Sometimes I would have a shift that started way earlier than the after school kids were due to show up. It was sort of awkward a lot because I didn’t mind hanging out with and taking care of the littler kids, and I certainly didn’t want to shy away from any responsibility but I think some of the old school daycare workers found it odd for me to be helping out in the toddler room or the nursery. At any rate there were plenty of times where I would end up taking care of pretty young kids.
One of my favorite assignments in those earlier hours was the pre-preschool room, or the Twos as we called them. As much as I liked hanging out with the after school kids (they could occasionally hold a real conversation with you and of course there was sufficient attention span to play an actual organized game or two), there is something hysterical and impressive about kids around late toddler age. For one thing, everything is pretty exciting for them: Most of them have this sort of gusto about their approach to life. What’s this new food? Dig the hands in and find out, shoveling a fistful of it in your mouth can reveal taste and texture in one motion. Efficient!
But their efforts to properly communicate are the best. They have enough cognition at that point to think and recognize and question but the language skills often lag behind so you end up with some approximation of English that is, at first, completely unintelligible but gradually becomes more refined.
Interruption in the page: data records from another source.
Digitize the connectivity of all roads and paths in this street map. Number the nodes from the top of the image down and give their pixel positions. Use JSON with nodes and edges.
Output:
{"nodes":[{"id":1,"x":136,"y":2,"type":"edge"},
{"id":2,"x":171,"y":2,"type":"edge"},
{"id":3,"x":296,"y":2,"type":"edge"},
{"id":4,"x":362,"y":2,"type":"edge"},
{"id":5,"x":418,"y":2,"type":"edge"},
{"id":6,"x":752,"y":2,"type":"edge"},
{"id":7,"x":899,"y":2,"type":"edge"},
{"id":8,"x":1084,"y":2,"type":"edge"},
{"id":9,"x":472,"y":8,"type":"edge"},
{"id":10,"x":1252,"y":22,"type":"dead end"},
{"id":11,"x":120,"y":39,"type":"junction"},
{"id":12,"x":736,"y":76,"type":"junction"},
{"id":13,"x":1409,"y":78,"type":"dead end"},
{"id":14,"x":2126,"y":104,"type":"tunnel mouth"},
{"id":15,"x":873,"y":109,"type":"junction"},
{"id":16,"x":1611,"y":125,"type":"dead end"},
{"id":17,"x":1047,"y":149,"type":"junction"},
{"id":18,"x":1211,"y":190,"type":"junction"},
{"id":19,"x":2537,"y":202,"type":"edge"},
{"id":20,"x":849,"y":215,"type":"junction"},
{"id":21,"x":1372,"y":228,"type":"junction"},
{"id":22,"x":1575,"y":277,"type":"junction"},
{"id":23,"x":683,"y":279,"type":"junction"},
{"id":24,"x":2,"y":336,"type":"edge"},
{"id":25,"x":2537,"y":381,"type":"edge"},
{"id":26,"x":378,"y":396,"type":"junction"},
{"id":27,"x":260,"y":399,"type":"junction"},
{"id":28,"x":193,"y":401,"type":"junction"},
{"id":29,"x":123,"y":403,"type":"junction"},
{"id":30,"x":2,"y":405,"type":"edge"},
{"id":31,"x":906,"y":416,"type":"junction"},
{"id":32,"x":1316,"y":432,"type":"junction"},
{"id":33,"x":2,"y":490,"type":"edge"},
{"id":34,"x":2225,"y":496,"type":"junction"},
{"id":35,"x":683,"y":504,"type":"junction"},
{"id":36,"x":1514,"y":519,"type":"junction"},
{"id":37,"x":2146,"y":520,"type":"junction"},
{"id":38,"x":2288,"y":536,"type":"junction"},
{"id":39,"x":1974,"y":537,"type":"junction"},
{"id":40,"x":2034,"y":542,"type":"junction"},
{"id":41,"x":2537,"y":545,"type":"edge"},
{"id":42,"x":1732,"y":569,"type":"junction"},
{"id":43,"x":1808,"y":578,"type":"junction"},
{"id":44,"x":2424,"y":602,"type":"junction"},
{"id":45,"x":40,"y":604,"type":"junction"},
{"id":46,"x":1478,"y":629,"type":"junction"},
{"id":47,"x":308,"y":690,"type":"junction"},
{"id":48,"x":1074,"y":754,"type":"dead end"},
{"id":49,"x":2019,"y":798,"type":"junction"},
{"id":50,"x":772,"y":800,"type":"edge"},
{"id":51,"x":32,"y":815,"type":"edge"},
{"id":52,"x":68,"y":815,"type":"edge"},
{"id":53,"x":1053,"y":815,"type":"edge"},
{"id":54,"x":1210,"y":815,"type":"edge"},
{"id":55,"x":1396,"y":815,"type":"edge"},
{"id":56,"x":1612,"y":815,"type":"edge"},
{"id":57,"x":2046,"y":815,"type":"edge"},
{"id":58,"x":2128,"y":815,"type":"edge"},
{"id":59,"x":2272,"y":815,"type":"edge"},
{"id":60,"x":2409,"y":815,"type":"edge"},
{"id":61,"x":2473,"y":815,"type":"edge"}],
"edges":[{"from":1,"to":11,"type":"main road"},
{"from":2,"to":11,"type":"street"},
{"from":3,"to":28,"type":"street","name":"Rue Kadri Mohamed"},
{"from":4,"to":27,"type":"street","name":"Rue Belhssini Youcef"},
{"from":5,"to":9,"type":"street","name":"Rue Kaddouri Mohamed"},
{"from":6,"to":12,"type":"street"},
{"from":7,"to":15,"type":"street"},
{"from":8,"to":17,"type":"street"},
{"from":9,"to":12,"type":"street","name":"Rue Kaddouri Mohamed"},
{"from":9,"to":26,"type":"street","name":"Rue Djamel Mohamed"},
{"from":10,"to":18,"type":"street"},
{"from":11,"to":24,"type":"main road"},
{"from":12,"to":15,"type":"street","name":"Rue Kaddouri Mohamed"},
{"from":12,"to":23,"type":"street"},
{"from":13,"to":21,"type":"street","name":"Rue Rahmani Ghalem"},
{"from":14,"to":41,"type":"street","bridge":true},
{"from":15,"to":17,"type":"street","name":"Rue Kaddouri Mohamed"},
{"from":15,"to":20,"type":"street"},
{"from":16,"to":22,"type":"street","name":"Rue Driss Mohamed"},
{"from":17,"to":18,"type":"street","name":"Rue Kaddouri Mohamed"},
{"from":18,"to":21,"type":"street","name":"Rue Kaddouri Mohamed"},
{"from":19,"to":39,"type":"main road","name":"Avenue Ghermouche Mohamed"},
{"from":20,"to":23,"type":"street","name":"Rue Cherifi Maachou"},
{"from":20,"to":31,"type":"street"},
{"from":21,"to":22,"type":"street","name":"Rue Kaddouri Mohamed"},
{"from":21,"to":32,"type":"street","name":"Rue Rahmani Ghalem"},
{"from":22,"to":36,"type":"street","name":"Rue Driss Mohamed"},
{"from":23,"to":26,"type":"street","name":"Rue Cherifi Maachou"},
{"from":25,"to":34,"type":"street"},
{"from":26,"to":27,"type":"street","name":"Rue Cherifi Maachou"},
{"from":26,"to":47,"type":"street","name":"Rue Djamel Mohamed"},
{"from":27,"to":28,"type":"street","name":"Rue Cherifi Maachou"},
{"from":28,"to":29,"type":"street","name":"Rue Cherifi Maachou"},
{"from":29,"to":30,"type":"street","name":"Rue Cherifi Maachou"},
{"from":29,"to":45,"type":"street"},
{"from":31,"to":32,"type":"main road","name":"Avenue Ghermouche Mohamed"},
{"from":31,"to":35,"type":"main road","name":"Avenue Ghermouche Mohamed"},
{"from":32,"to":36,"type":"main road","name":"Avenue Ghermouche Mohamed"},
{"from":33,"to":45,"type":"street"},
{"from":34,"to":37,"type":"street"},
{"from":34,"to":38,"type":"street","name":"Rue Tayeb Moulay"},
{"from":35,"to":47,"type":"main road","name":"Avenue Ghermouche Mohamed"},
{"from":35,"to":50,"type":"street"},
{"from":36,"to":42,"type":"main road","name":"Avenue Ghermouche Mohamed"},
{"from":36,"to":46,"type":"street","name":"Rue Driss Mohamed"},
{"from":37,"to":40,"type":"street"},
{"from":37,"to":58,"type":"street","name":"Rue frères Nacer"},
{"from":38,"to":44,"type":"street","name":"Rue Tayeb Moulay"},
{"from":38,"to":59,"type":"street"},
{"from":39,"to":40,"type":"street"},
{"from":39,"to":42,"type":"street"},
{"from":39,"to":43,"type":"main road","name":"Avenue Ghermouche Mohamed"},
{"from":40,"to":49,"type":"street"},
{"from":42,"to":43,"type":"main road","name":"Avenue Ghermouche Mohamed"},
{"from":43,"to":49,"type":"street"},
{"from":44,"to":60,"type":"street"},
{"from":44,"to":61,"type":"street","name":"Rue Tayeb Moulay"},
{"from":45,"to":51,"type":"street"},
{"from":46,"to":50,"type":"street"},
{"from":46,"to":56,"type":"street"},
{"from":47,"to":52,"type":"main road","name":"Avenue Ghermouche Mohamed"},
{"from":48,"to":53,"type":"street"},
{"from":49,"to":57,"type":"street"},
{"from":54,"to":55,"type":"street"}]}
And an interesting thing happens when you spend a certain amount of time with them during this stage: You start to adjust your own comprehension to a level that can best decipher their stunted efforts at speech.
There was one little boy, Brian, who was in this room. Brian was my buddy. He had big buck teeth with a wicked inch-wide gap between them and a surprisingly deep voice for such a little guy. He was built thickly, like he was born to be a future linebacker or hockey D-man and he bowled over blocks and chairs and other children like a bull in a china shop. But he had a ready grin and he loved to hang out with me and show me all his cars and have me read him stories (Brown Bear was his favorite).
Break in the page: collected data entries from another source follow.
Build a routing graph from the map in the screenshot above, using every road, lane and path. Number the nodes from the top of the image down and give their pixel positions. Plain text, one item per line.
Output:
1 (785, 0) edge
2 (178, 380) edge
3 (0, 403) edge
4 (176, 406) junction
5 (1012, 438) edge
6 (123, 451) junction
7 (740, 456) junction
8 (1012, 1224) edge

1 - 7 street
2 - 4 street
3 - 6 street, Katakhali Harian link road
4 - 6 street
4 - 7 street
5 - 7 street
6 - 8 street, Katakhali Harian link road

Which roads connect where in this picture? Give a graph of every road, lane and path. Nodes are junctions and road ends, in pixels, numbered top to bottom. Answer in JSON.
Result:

I learned after a few weeks of spending time with him to mostly understand his broken speech patterns. But I remember specifically the first time I heard him say something that was very, very close to real English (other than the standards like “Mommy,” “Dada,” “Juice,” etc). We were playing with some assorted toys and he noticed a large plastic dump truck off in the corner. He pointed and said with one of the biggest grins I’d seen on him, “A Biiiig Twuck!”
A big truck. And he loved it. A few times after that point we were outside in the play area and a service vehicle would roll by. Brian would point with glee and say in his little baritone, “A Biiig Twuck!” There was something about trucks that he found fascinating.
Of course he wasn’t the only little boy there that had an infatuation with trucks, but it goes to show that even that early on, there is something about boys and trucks that matches. Maybe it’s the power: Most regular cars are powerful in that abstract way that says, “This machine is stronger than ten men” but trucks are the ones that get the size and design to match the abstract; they have names like “Ram” and “Titan” and get engines that are much bigger and capable of feats that even the fastest cars couldn’t pull off. Or perhaps it is the utility: It’s a big powerful machine and it moves dirt! Or it’s a big powerful machine and you can carry a couch in it; you can even haul a big boat around behind it! Whatever it is, whoever invented the truck was a guy and he designed it for himself and every other dude he knew.
By 1998, a love of trucks was imprinted on the DNA of the smallest Guy I knew.
A Procrastinator’s Cautionary Tale
Last week our Saturn got towed. We had parked it in the parking lot of our apartment complex after the theft a few months ago and the subsequent insurance/safety test brouhaha with the following facts in mind: It was in need of or about to need some fairly costly repairs including a drive belt, an engine bracket, new brakes and a few assorted unknown factors like the passenger door handle and some kind of short in the electrical system that usually made the warning ding go off when the driver’s door was open, whether there were keys in the ignition or not.